◆ What to do
Search the records for the word "Οδυσσέως" and report each line that has it.

- - - - - - -

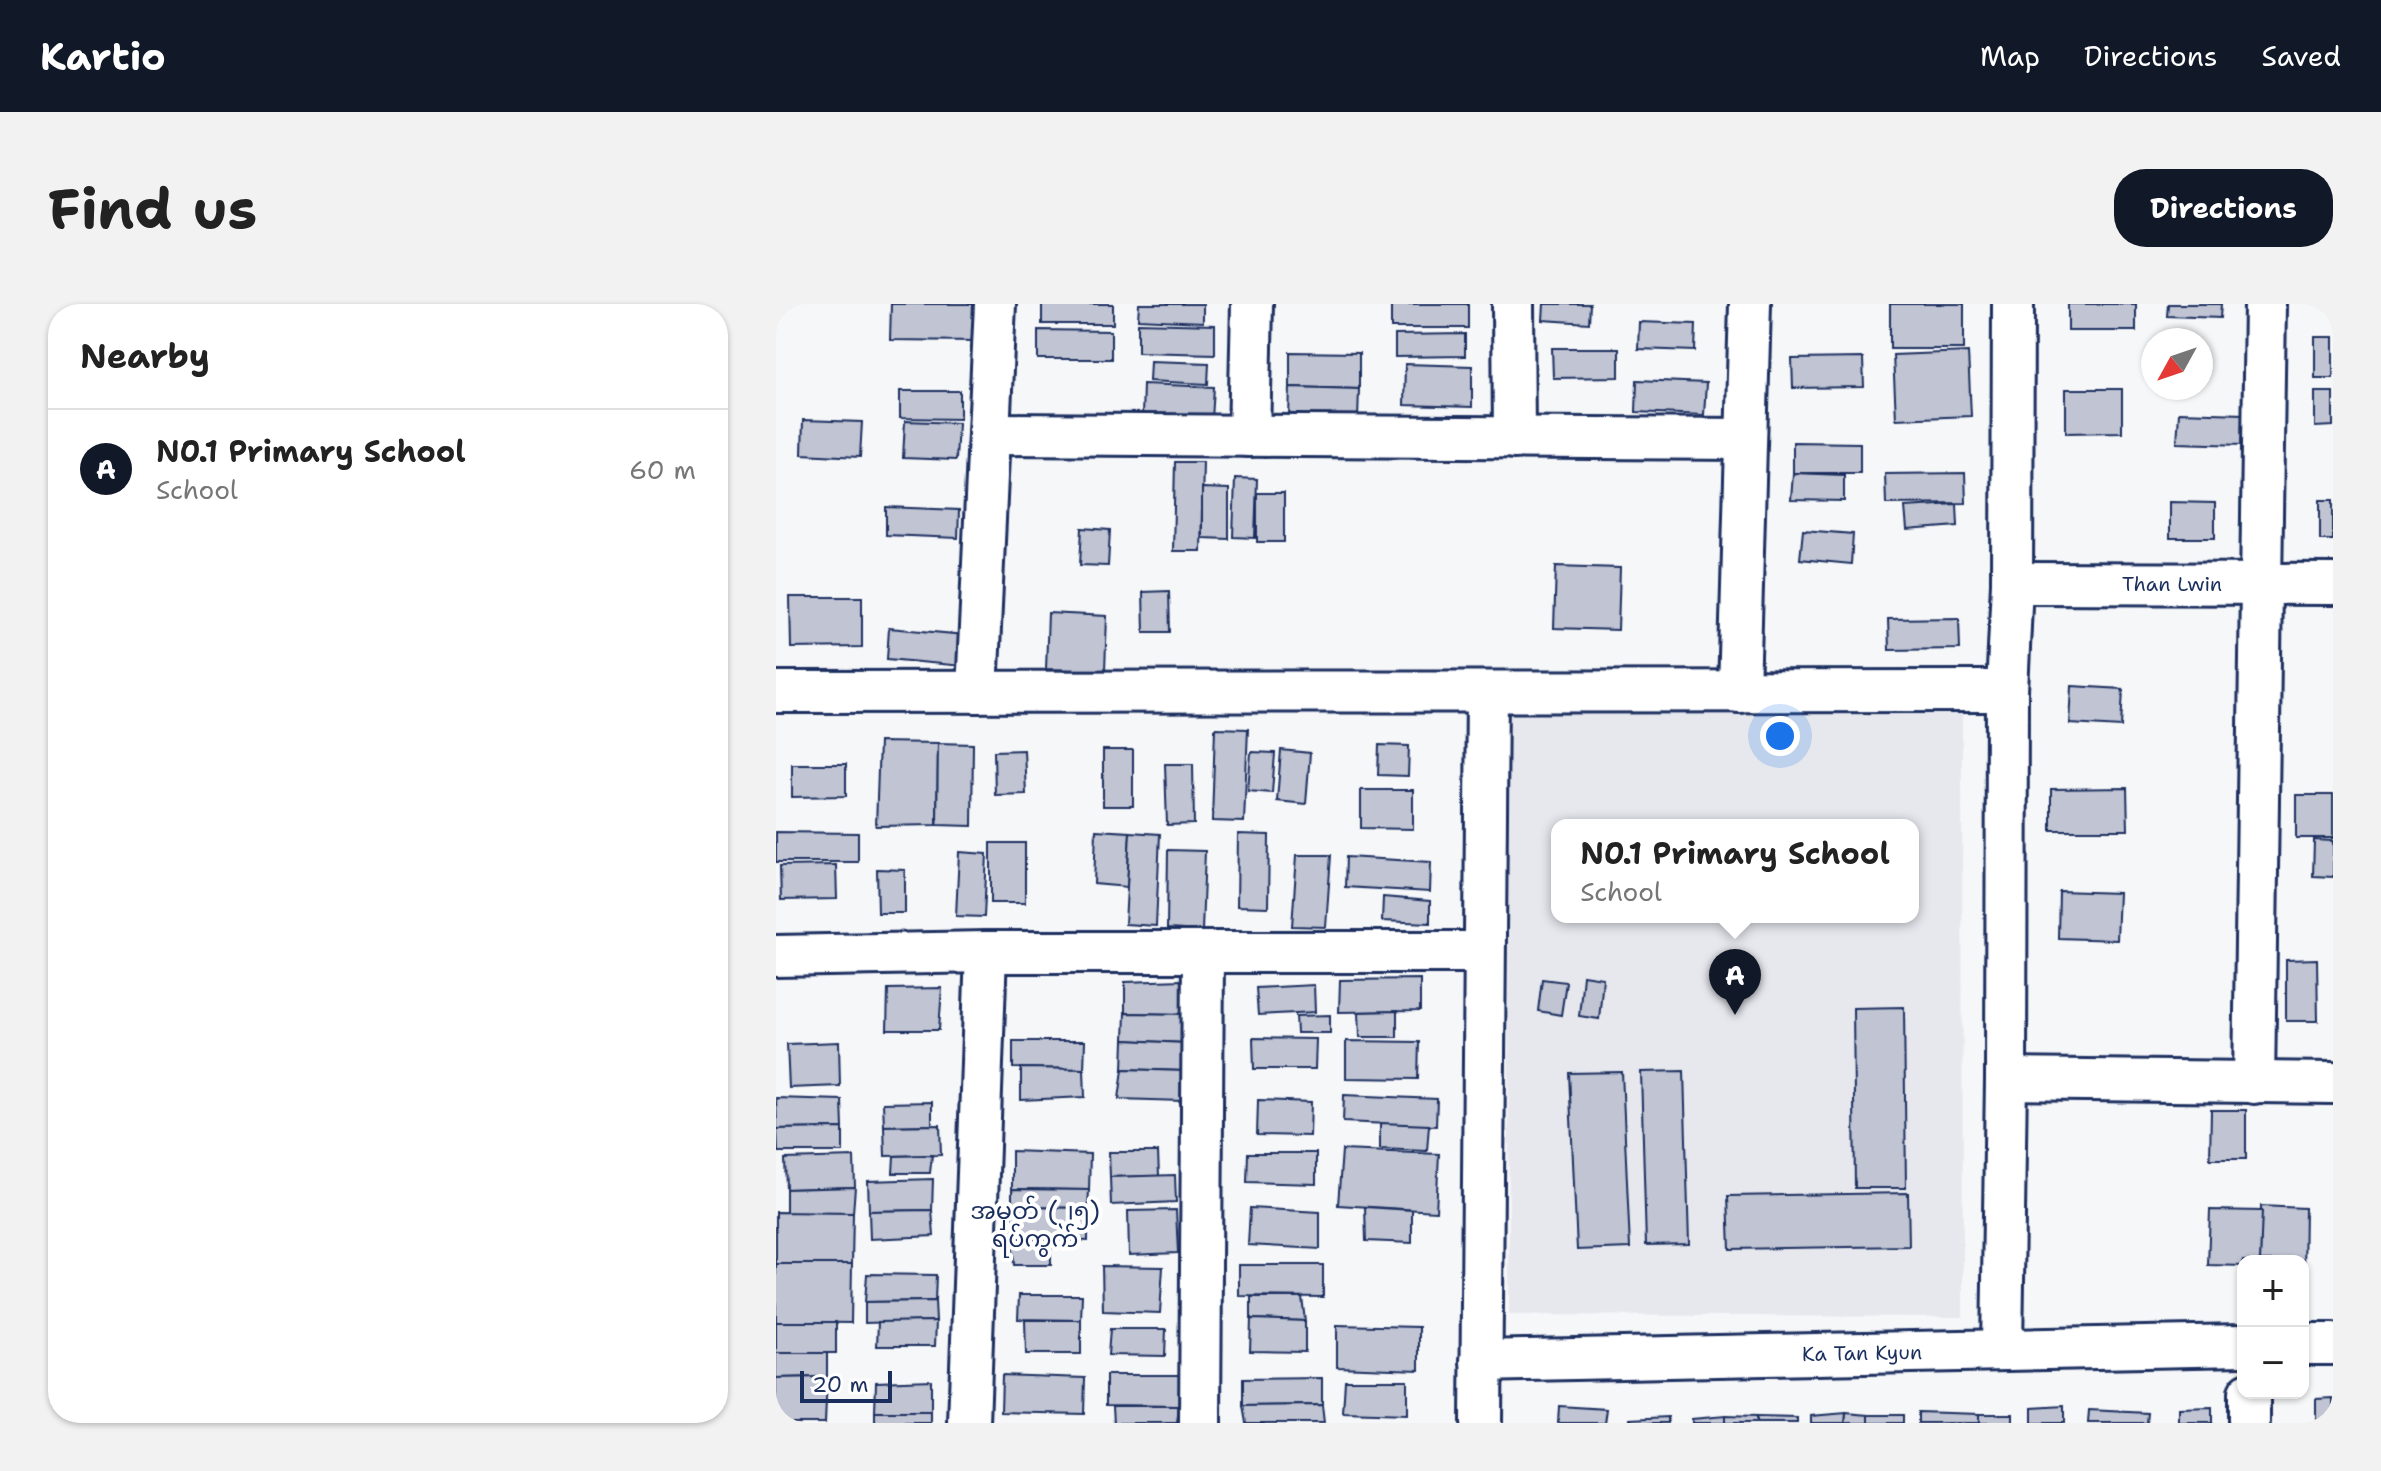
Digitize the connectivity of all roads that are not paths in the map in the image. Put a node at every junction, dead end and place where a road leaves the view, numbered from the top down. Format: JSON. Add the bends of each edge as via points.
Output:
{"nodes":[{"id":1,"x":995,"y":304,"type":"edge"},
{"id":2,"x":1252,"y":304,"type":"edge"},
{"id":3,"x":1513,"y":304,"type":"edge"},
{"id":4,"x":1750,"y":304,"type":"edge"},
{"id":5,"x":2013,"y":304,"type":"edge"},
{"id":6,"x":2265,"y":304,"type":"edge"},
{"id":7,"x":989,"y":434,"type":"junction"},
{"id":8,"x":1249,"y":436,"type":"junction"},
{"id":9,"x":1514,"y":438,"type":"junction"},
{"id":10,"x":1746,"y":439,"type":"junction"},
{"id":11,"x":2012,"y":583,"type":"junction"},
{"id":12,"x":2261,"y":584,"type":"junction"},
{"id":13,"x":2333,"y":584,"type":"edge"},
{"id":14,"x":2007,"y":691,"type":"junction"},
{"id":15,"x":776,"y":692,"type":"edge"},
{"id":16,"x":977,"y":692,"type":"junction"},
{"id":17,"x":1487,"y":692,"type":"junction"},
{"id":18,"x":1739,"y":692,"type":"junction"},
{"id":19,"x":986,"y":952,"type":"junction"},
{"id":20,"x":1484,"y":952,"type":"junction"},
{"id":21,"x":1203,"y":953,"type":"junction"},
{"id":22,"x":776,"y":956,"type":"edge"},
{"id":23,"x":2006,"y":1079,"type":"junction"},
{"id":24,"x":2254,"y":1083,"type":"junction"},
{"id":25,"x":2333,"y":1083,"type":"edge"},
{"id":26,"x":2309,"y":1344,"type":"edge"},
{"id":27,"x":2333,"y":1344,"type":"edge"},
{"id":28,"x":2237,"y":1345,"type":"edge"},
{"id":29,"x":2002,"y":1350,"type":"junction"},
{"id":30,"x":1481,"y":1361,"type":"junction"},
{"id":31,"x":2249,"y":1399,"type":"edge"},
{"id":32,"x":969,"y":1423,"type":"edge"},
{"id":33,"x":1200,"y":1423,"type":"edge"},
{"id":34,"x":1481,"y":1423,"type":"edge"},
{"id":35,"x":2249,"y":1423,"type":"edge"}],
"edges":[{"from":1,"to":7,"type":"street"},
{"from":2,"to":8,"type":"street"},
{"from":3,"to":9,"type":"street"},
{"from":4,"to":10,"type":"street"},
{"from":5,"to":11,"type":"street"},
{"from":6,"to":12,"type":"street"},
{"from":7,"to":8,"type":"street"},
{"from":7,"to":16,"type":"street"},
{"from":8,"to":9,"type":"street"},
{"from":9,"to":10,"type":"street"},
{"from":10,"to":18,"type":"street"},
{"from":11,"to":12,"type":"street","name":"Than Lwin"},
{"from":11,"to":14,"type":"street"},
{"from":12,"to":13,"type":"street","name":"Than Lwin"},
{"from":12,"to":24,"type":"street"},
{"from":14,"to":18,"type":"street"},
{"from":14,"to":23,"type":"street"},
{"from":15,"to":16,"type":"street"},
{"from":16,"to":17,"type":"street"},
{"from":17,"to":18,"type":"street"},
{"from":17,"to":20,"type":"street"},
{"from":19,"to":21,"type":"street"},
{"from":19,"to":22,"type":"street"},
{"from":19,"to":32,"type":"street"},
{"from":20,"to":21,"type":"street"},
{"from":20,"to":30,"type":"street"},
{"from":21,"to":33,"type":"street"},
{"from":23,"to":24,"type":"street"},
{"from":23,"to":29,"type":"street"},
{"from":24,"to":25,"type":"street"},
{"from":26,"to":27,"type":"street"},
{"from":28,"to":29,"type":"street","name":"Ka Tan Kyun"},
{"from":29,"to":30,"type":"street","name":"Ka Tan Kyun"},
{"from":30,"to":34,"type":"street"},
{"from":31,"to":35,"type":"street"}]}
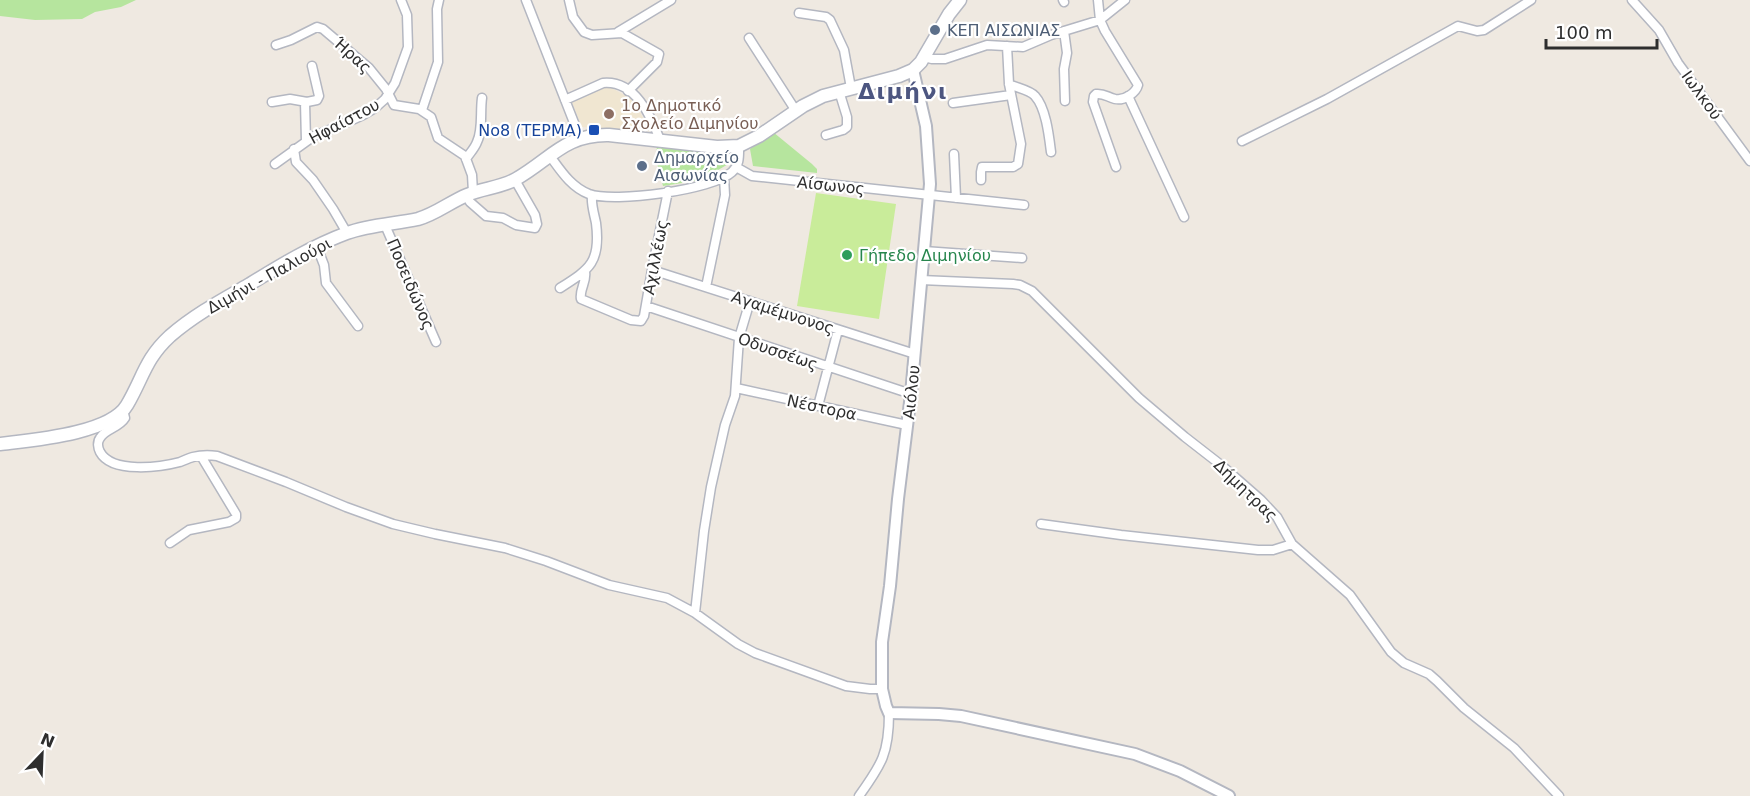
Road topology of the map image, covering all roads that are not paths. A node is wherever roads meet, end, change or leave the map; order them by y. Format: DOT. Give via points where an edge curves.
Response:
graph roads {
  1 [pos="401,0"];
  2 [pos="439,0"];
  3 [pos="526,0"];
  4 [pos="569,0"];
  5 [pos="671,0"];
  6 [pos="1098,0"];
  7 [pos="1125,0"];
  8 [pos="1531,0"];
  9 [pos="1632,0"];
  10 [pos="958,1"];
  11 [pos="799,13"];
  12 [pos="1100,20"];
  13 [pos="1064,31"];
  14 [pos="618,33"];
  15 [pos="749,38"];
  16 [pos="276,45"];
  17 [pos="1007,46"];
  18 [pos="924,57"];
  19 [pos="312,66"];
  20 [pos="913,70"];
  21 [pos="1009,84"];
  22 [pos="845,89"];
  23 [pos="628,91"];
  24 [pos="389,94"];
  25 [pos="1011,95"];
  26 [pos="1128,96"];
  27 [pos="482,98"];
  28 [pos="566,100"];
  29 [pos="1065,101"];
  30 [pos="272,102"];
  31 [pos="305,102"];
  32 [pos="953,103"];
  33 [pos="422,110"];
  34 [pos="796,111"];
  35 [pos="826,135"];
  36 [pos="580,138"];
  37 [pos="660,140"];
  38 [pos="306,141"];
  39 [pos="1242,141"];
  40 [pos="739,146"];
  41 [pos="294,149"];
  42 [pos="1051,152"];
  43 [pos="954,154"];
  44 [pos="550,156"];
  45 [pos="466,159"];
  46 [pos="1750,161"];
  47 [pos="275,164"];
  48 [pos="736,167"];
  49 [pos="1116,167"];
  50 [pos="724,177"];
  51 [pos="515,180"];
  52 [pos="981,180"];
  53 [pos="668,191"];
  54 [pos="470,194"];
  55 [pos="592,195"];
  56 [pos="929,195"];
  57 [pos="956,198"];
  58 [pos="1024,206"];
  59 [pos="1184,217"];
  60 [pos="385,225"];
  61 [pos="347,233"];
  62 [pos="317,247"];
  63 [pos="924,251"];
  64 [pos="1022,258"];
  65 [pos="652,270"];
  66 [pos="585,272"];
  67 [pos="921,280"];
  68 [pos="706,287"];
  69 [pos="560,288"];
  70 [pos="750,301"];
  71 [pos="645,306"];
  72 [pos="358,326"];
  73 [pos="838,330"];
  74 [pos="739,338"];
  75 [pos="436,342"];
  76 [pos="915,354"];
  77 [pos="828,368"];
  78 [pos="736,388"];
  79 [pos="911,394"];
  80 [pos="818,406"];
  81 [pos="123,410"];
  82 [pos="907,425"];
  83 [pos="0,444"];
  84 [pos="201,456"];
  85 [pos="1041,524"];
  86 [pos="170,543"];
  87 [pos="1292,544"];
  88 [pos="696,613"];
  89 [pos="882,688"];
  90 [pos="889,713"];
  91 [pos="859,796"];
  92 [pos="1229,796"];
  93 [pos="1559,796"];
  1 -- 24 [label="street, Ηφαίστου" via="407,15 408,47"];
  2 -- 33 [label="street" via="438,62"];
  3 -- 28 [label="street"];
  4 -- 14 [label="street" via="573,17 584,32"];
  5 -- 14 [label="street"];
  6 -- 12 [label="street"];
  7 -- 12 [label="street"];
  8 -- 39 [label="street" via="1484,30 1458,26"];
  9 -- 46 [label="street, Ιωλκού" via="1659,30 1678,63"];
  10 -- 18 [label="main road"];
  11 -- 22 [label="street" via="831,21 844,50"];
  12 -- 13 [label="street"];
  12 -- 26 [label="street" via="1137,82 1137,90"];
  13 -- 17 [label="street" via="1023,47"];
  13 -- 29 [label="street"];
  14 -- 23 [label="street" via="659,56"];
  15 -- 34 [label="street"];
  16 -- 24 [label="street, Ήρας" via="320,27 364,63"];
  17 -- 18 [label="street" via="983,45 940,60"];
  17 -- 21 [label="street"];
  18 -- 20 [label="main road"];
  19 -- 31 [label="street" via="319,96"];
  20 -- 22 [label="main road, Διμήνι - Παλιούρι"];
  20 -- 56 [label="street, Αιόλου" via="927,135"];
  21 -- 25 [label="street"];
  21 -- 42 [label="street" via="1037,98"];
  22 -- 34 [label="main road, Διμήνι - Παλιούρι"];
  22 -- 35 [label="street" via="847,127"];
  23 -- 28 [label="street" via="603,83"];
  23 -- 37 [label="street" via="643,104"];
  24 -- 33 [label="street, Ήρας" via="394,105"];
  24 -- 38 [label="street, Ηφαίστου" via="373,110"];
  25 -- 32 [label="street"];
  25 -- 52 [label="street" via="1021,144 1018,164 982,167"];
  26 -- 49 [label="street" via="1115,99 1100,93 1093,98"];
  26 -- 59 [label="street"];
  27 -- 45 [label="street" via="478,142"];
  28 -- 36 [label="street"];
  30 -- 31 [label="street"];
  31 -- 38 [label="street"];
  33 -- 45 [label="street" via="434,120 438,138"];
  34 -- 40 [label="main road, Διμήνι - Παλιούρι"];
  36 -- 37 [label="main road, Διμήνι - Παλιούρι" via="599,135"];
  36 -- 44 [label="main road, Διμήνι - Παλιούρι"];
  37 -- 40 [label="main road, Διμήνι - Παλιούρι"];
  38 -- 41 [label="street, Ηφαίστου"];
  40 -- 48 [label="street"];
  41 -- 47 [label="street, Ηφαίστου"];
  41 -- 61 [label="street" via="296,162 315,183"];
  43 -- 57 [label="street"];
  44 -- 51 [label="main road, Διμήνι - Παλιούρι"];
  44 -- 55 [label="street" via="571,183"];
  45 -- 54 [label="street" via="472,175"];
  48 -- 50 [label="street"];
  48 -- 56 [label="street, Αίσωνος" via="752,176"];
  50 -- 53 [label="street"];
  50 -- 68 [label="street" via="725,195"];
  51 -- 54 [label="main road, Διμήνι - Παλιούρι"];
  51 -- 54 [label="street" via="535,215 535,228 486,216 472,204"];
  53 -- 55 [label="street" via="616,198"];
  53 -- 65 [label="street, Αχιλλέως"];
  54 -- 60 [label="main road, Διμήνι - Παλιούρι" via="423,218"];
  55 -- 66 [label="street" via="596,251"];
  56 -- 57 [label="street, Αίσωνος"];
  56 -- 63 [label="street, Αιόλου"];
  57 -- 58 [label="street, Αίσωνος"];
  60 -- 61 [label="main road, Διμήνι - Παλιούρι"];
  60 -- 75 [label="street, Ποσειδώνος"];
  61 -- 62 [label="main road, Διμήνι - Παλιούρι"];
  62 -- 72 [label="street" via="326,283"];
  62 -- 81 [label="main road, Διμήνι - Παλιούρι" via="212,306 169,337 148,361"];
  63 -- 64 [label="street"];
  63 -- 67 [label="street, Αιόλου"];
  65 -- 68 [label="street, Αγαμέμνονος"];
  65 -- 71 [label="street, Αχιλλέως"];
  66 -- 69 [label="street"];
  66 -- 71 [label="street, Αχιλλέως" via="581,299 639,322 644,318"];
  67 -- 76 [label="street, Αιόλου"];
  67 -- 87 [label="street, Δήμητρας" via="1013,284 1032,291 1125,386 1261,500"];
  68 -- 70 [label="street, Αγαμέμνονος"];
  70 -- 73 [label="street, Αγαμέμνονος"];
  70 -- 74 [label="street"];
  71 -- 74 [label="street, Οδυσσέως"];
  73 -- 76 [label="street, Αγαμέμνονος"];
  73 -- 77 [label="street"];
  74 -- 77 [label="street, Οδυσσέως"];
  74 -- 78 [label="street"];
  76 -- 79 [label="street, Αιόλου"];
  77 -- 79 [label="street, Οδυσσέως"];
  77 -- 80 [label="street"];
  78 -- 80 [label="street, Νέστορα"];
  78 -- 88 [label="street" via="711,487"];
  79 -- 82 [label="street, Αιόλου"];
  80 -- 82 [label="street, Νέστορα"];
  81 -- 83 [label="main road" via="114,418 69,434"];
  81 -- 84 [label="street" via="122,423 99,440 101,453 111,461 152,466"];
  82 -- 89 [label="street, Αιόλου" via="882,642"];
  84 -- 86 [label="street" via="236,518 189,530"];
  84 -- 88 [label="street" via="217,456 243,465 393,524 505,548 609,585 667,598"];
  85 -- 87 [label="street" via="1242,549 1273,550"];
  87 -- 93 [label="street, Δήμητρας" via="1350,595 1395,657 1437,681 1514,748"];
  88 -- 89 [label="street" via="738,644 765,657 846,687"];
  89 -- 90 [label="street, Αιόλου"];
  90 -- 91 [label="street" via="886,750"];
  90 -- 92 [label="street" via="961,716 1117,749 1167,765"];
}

- - - - - - -

◆ Result of the task
  71 -- 74 [label="street, Οδυσσέως"];
  74 -- 77 [label="street, Οδυσσέως"];
  77 -- 79 [label="street, Οδυσσέως"];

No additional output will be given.